The commander bore the title of police chief and was the highest ranking uniformed police officer in the nation. He was assisted by a deputy police chief. Police headquarters in Jakarta included a staff and several separate administrative bodies that handled specialized police functions. The police had its own territorial organization made up of seventeen jurisdictions, each of which was known as a Police Regional Command (Polda). Each Polda was administratively subdivided at the district, subdistrict, and village level. Polda Metrojaya, which had responsibility for the metropolitan Jakarta area, was subdivided into precincts, sections, and police posts. It was commonly referred to as the Jakarta Raya Metropolitan Regional Police.
Each Polda had its headquarters in a provincial capital and was assigned police units varying in strength and composition according to the needs dictated by the characteristics of the area. These forces were organized as city police forces or rural units and were under the operational command of the Polda commander, who in turn was directly responsible to national police headquarters. All police elements were charged with supporting the local government in their areas.
Functionally, the police were organized into a number of specialized elements. The largest of these was the uniformed police, which included both the general police, who performed conventional police duties relating to the control and prevention of crime and protection of property, and the traffic police, who patrolled the nation's roadways and supervised the licensing of drivers and the registration of motor vehicles. Also part of the uniformed force were the women police, who specialized in social matters and the welfare of women and children. Elite units of special police were employed to enforce order in terrorist situations beyond the capability of the regular forces. These units were better armed and more mobile than the general police and lived in separate barracks under more rigid discipline. These police wore the same uniform as other police but were distinguished by special badges.
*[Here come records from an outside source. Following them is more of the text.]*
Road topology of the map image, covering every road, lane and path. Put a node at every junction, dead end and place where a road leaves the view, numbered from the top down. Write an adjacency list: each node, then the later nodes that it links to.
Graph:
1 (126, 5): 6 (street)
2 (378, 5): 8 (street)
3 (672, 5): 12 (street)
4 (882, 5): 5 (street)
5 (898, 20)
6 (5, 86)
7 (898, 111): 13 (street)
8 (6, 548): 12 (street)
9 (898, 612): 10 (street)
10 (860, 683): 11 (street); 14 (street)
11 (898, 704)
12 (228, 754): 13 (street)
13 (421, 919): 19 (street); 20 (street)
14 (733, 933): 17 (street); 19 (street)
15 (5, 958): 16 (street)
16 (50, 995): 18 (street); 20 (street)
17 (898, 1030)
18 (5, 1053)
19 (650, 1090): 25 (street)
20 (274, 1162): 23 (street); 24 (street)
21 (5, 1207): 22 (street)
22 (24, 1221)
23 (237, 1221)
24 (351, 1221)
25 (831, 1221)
A small unit of Sea and Air Police patrolled the national waters and airspace, providing tactical aid to other elements by regulating traffic, guarding against smuggling and the theft of fish, and supplying transport. The unit was also active in disaster relief. Its equipment included a few helicopters and light airplanes and various small seacraft.
Plainclothes police were assigned primary responsibility for criminal investigations, especially in complex cases or in cases involving several jurisdictions. They also handled forensics, intelligence, security, and the technical aspects of crime fighting, such as fingerprinting and identification.
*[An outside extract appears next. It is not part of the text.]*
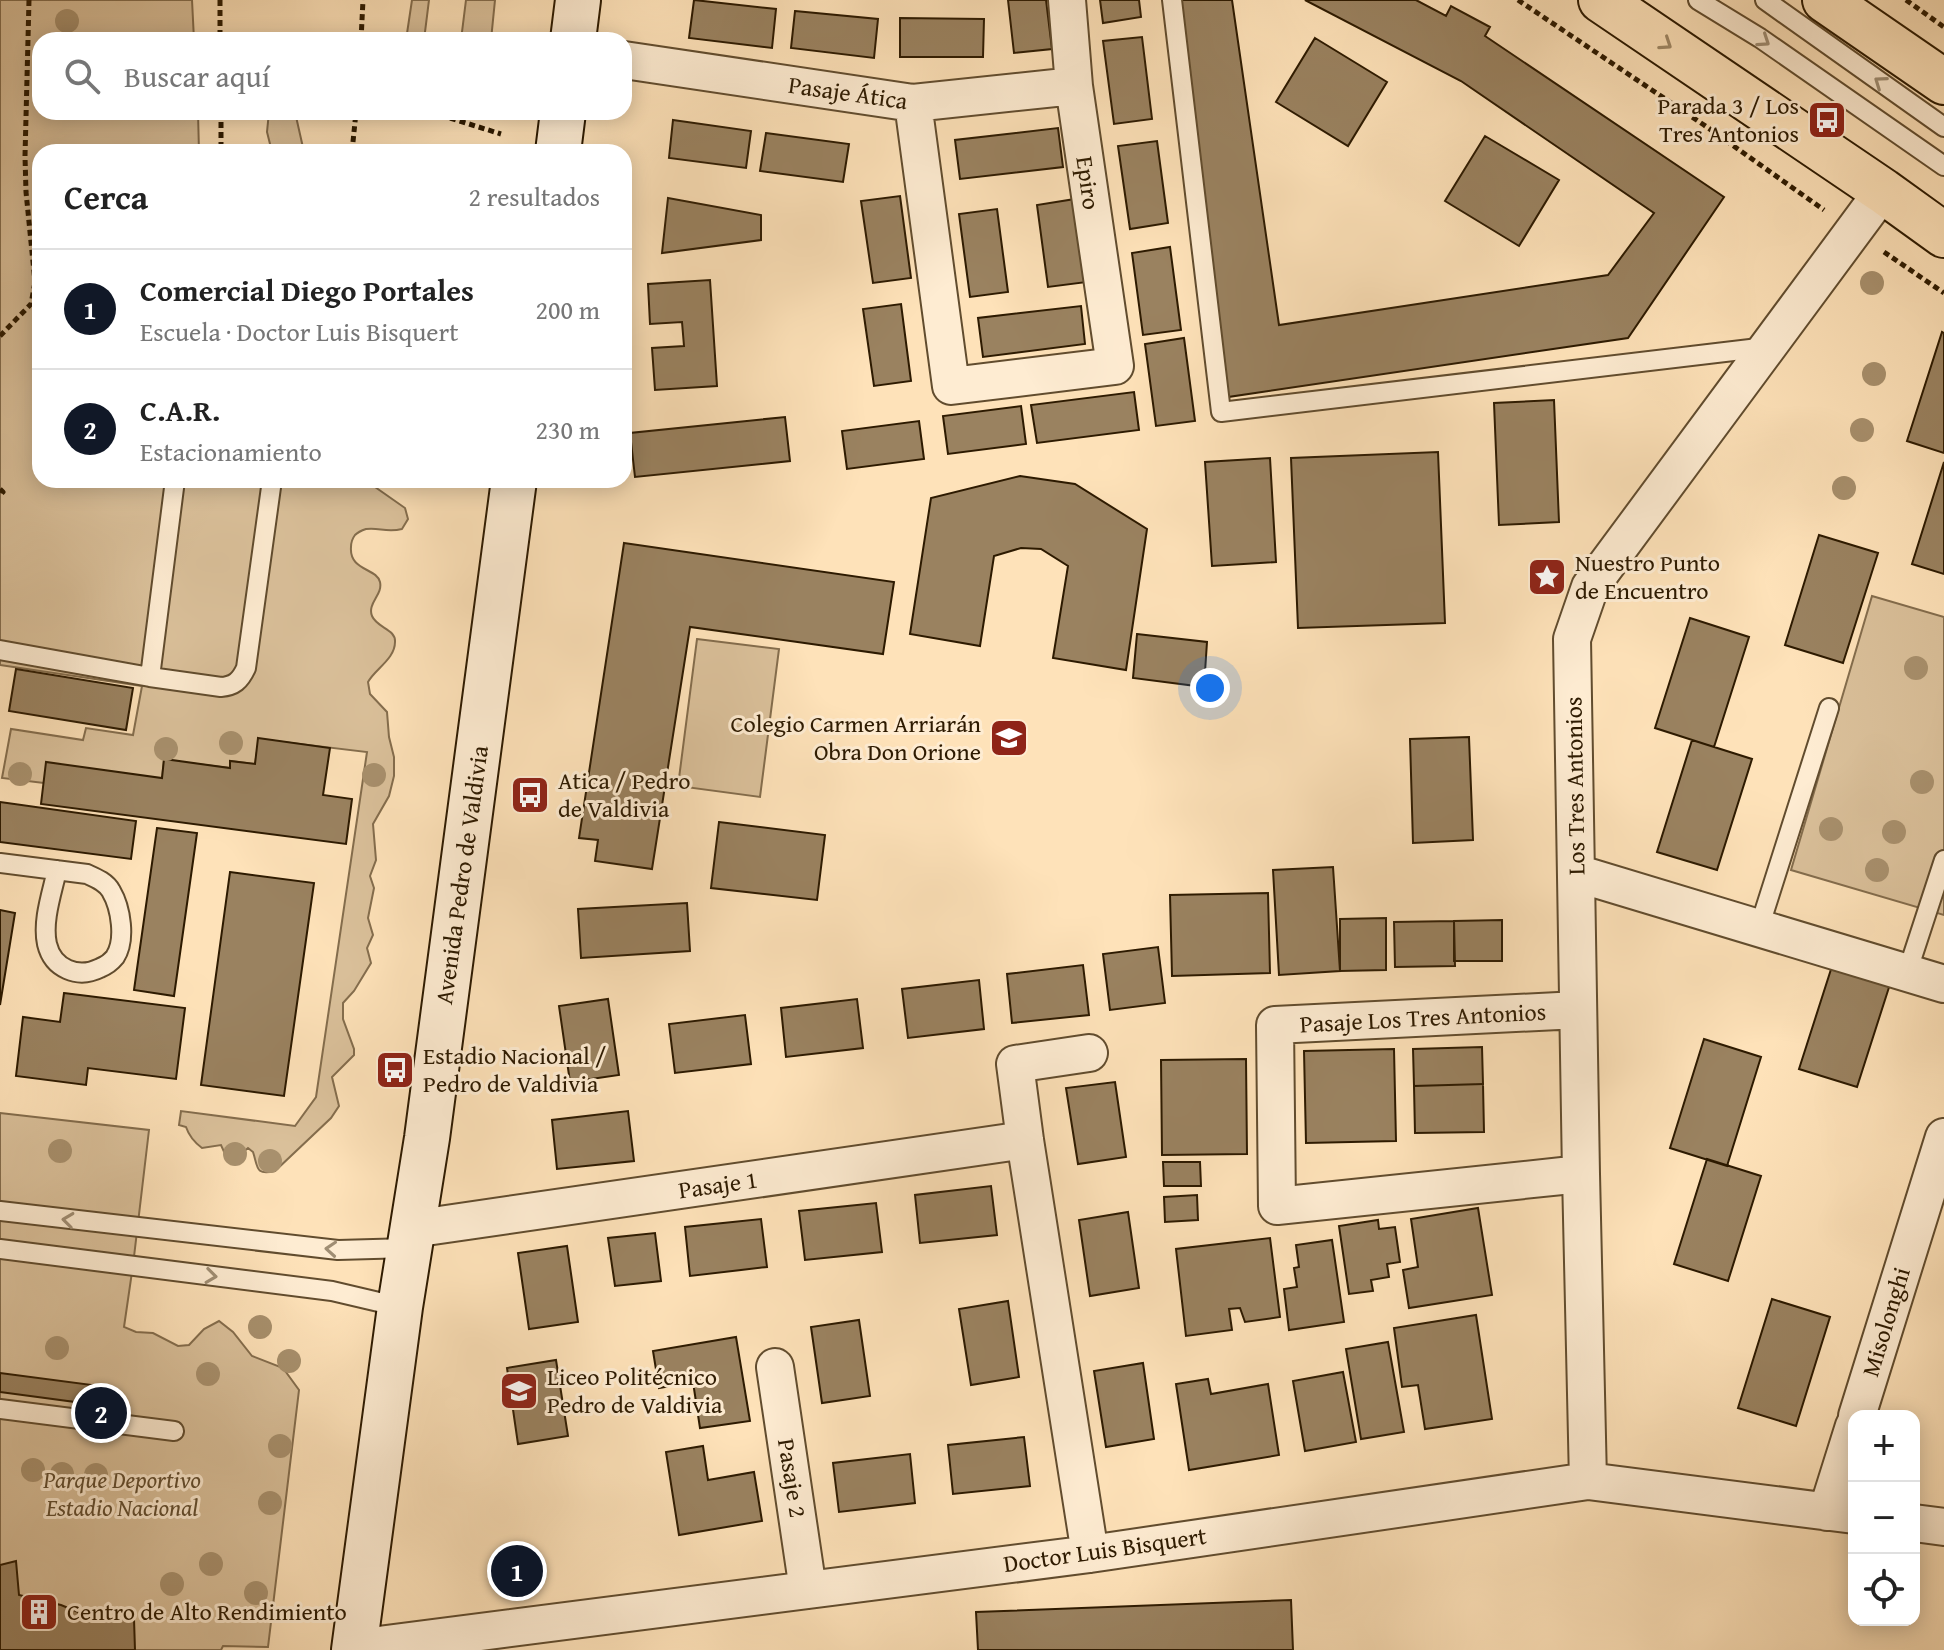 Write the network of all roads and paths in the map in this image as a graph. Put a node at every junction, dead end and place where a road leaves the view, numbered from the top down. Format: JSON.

One of the oldest National Police units was the Mobile Brigade, formed in late 1945. It was originally assigned the tasks of disarming remnants of the Japanese Imperial Army and protecting the chief of state and the capital city. It fought in the revolution, and its troops took part in the military confrontation with Malaysia in the early 1960s and in the conflict in East Timor in the mid-1970s. In 1981 the Mobile Brigade spawned a new unit called the Explosive Ordnance Devices Unit.
In 1992 the Mobile Brigade was essentially a paramilitary organization trained and organized on military lines. It had a strength of about 12,000. The brigade was used primarily as an elite corps for emergencies, aiding in police operations that required units to take quick action. The unit was employed in domestic security and defense operations and was issued special riot-control equipment. Elements of the force were also trained for airborne operations.
Police recruits were volunteers. Applicants were required to have at least a sixth-grade education and to pass a competitive examination. Other qualifications included physical fitness and good moral character. After three years' service as ordinary police, personnel with junior secondary-school diplomas could enter training to become NCOs. Those with three years' experience as NCOs were eligible for further training to enable them to become candidate officers and eventually enter the officer corps. Most higher ranking officers entered the force as graduates of the Police Division of Akabri.
Advanced training in vocational and technical subjects was available for regular police, for NCOs, and for officers. Promotions were often based on performance in advanced education. The Police Command and Staff School offered advanced training to police officers assigned to command units at the subdistrict, district, and Polda level. Training there focused on administration and logistics.